Problem details:
I need only the number of lines in this data that contain the string "view".
===== Data provided =====
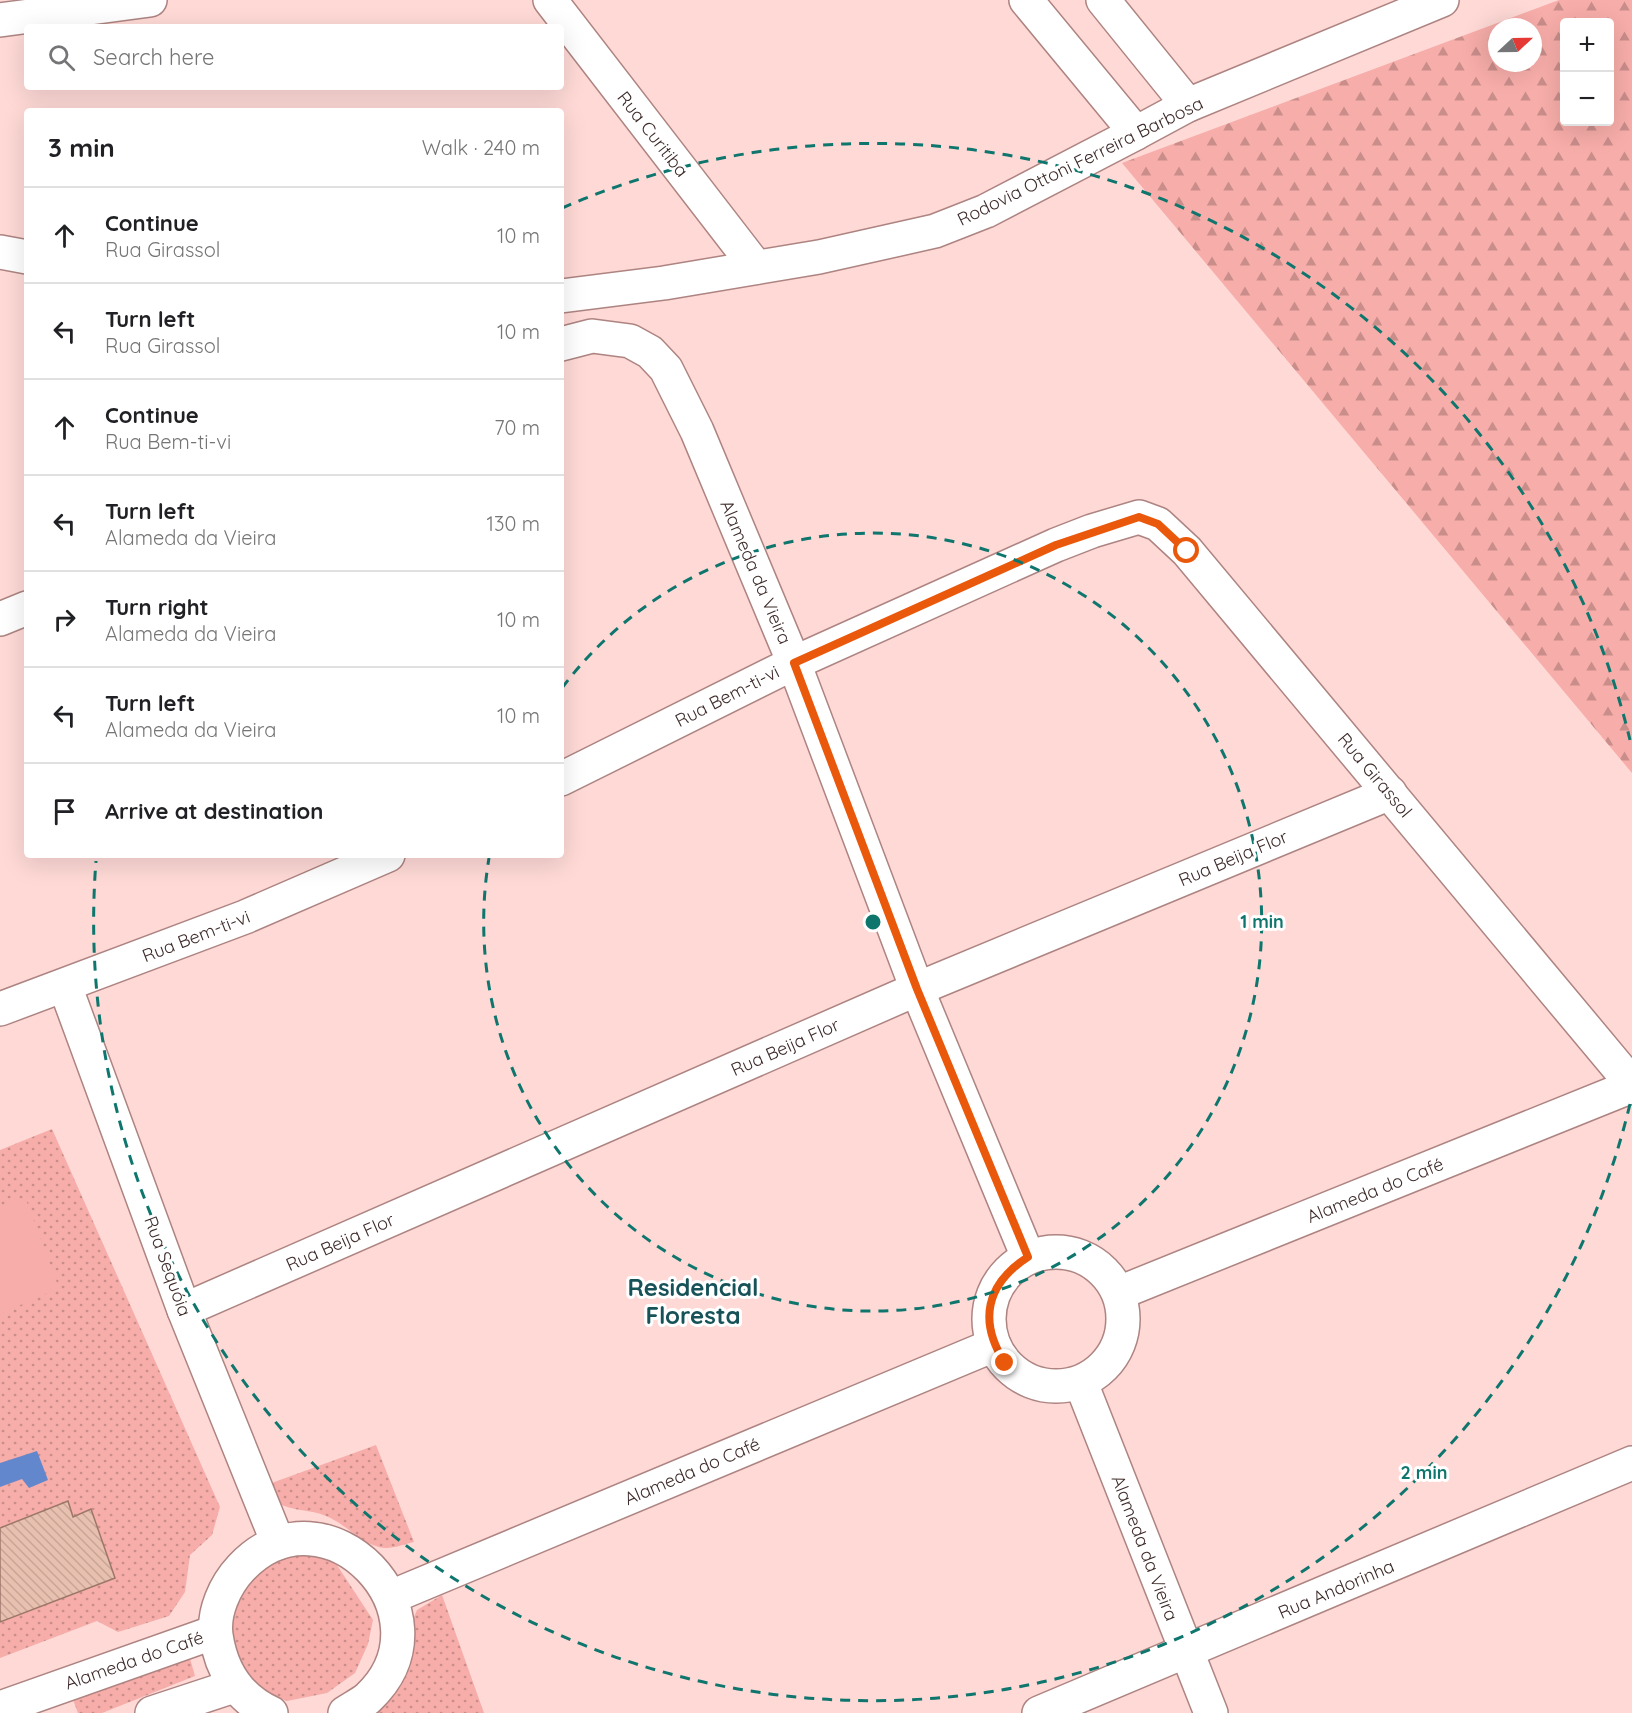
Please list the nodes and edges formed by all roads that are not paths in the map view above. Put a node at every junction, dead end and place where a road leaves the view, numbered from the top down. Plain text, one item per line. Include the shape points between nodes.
1 (150, 0) edge
2 (550, 0) edge
3 (1026, 0) edge
4 (1103, 0) edge
5 (1442, 0) edge
6 (0, 20) edge
7 (1188, 105) junction
8 (1136, 133) junction
9 (0, 252) edge
10 (24, 256) edge
11 (756, 267) junction
12 (564, 296) edge
13 (564, 343) edge
14 (1092, 531) joint
15 (24, 609) edge
16 (0, 619) edge
17 (794, 663) junction
18 (564, 778) edge
19 (1390, 793) junction
20 (381, 858) edge
21 (65, 986) junction
22 (917, 989) junction
23 (0, 1009) edge
24 (1632, 1085) edge
25 (1028, 1257) junction
26 (1119, 1293) junction
27 (184, 1310) junction
28 (994, 1346) junction
29 (1081, 1383) junction
30 (1632, 1463) edge
31 (278, 1543) junction
32 (391, 1597) junction
33 (215, 1632) junction
34 (1186, 1653) junction
35 (234, 1686) junction
36 (58, 1701) edge
37 (0, 1708) edge
38 (152, 1713) edge
39 (271, 1713) edge
40 (345, 1713) edge
41 (1039, 1713) edge
42 (1210, 1713) edge

1 - 6 street
2 - 11 street, Rua Curitiba
3 - 8 street
4 - 7 street
5 - 7 street, Rodovia Ottoni Ferreira Barbosa
7 - 8 street, Rodovia Ottoni Ferreira Barbosa
8 - 11 street, Rodovia Ottoni Ferreira Barbosa via 986,211 935,231
9 - 10 street
11 - 12 street, Rodovia Ottoni Ferreira Barbosa
13 - 17 street, Alameda da Vieira via 592,336 630,340 650,352 666,369 697,431
14 - 17 street, Rua Bem-ti-vi
14 - 19 street, Rua Girassol via 1139,517 1158,524 1187,551
15 - 16 street
17 - 18 street, Rua Bem-ti-vi
17 - 22 street, Alameda da Vieira
19 - 22 street, Rua Beija Flor
19 - 24 street, Rua Girassol
20 - 21 street, Rua Bem-ti-vi via 245,917
21 - 23 street, Rua Bem-ti-vi
21 - 27 street, Rua Sequóia
22 - 25 street, Alameda da Vieira
22 - 27 street, Rua Beija Flor
24 - 26 street, Alameda do Café
25 - 26 street via 1049,1251 1070,1252 1107,1274
25 - 28 street via 1010,1269 990,1304
26 - 29 street via 1124,1314 1114,1356
27 - 31 street, Rua Sequóia
28 - 29 street via 1020,1377 1039,1385
28 - 32 street, Alameda do Café
29 - 34 street, Alameda da Vieira
30 - 34 street, Rua Andorinha
31 - 32 street, Alameda do Café via 322,1541 356,1554 377,1573
31 - 33 street, Alameda do Café via 251,1557 231,1578 220,1604
32 - 40 street, Alameda do Café via 397,1624 392,1660 385,1677 367,1699
33 - 35 street, Alameda do Café via 221,1660
33 - 36 street, Alameda do Café
34 - 41 street, Rua Andorinha
34 - 42 street, Alameda da Vieira
35 - 38 street
35 - 39 street, Alameda do Café via 256,1706
36 - 37 street, Alameda do Café

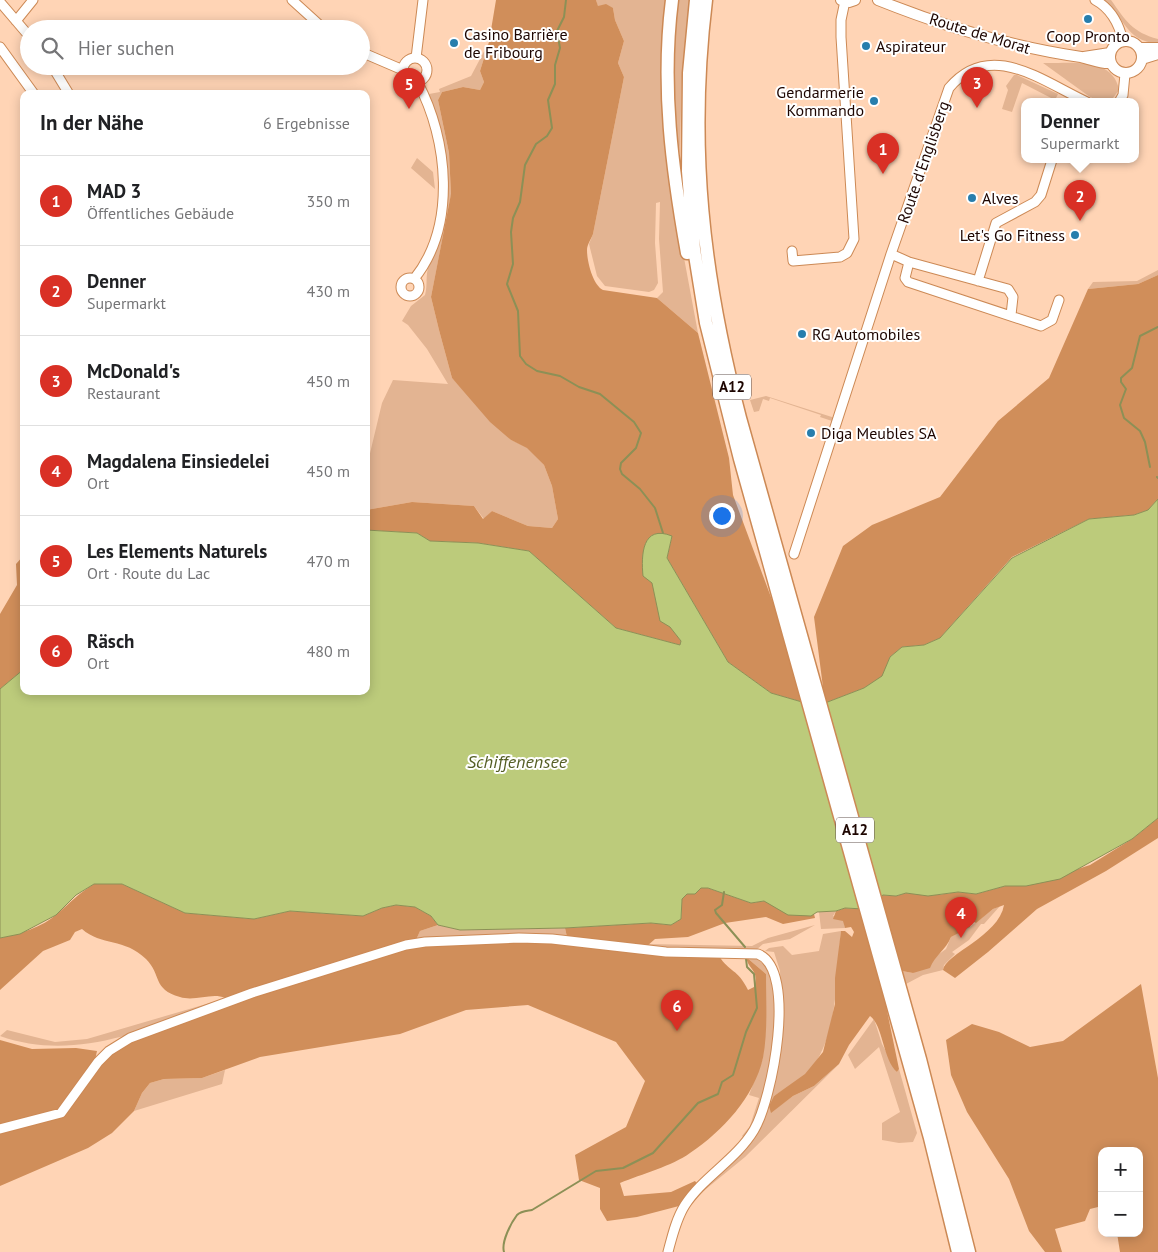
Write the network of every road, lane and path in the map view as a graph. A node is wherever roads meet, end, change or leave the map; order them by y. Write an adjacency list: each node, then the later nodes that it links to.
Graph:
1 (33, 0): 12 (street)
2 (292, 0): 11 (street)
3 (423, 0): 20 (street)
4 (672, 0): 41 (highway)
5 (696, 0): 41 (highway, A12)
6 (706, 0): 43 (highway, A12)
7 (847, 0): 34 (street)
8 (878, 0): 21 (main road, Route de Morat)
9 (1095, 0): 14 (street)
10 (0, 2): 12 (street)
11 (314, 20)
12 (16, 21): 13 (street)
13 (20, 26)
14 (1124, 41): 16 (main road); 21 (main road)
15 (0, 47): 25 (street)
16 (1140, 48): 17 (main road); 22 (main road)
17 (1158, 48)
18 (1158, 54): 22 (main road)
19 (370, 56): 23 (street)
20 (416, 58): 23 (street); 28 (street)
21 (1110, 58): 24 (main road, Route de Morat)
22 (1142, 59): 24 (main road)
23 (403, 70): 28 (street)
24 (1126, 74): 32 (street)
25 (20, 75)
26 (20, 75): 29 (street)
27 (57, 75): 30 (street)
28 (418, 83): 37 (street)
29 (31, 90)
30 (67, 90)
31 (1070, 98): 35 (street, Route d'Englisberg)
32 (1121, 98)
33 (1051, 163): 38 (street)
34 (792, 252)
35 (891, 254): 36 (street); 42 (street, Route d'Englisberg)
36 (909, 262): 38 (street); 40 (street)
37 (414, 279)
38 (978, 281): 40 (street)
39 (1059, 300): 40 (street)
40 (1011, 315)
41 (712, 350): 43 (highway, A12)
42 (794, 554)
43 (805, 671): 44 (highway, A12)
44 (895, 992): 47 (highway, A12); 48 (highway, A12)
45 (0, 1129): 46 (street)
46 (668, 1252)
47 (958, 1252)
48 (969, 1252)

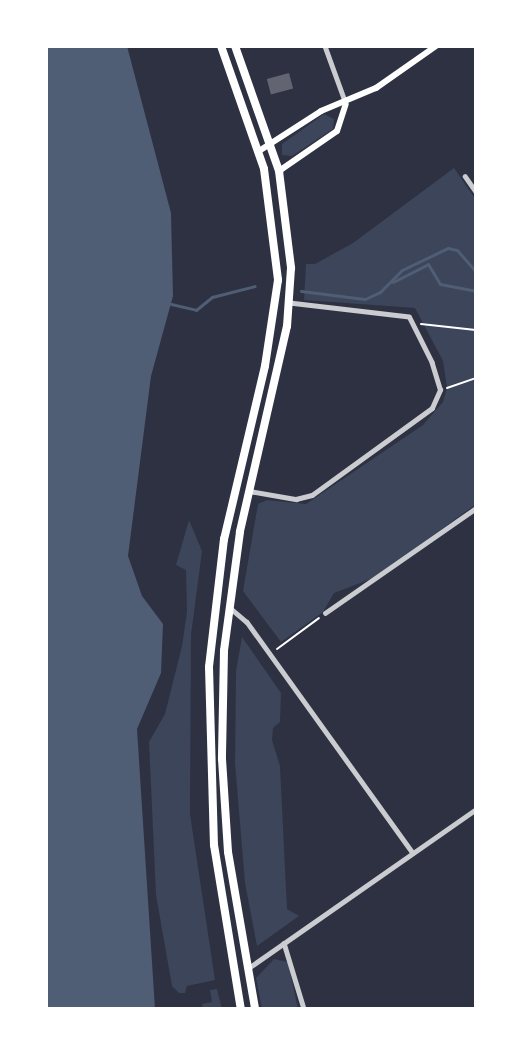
=====
The answer:
2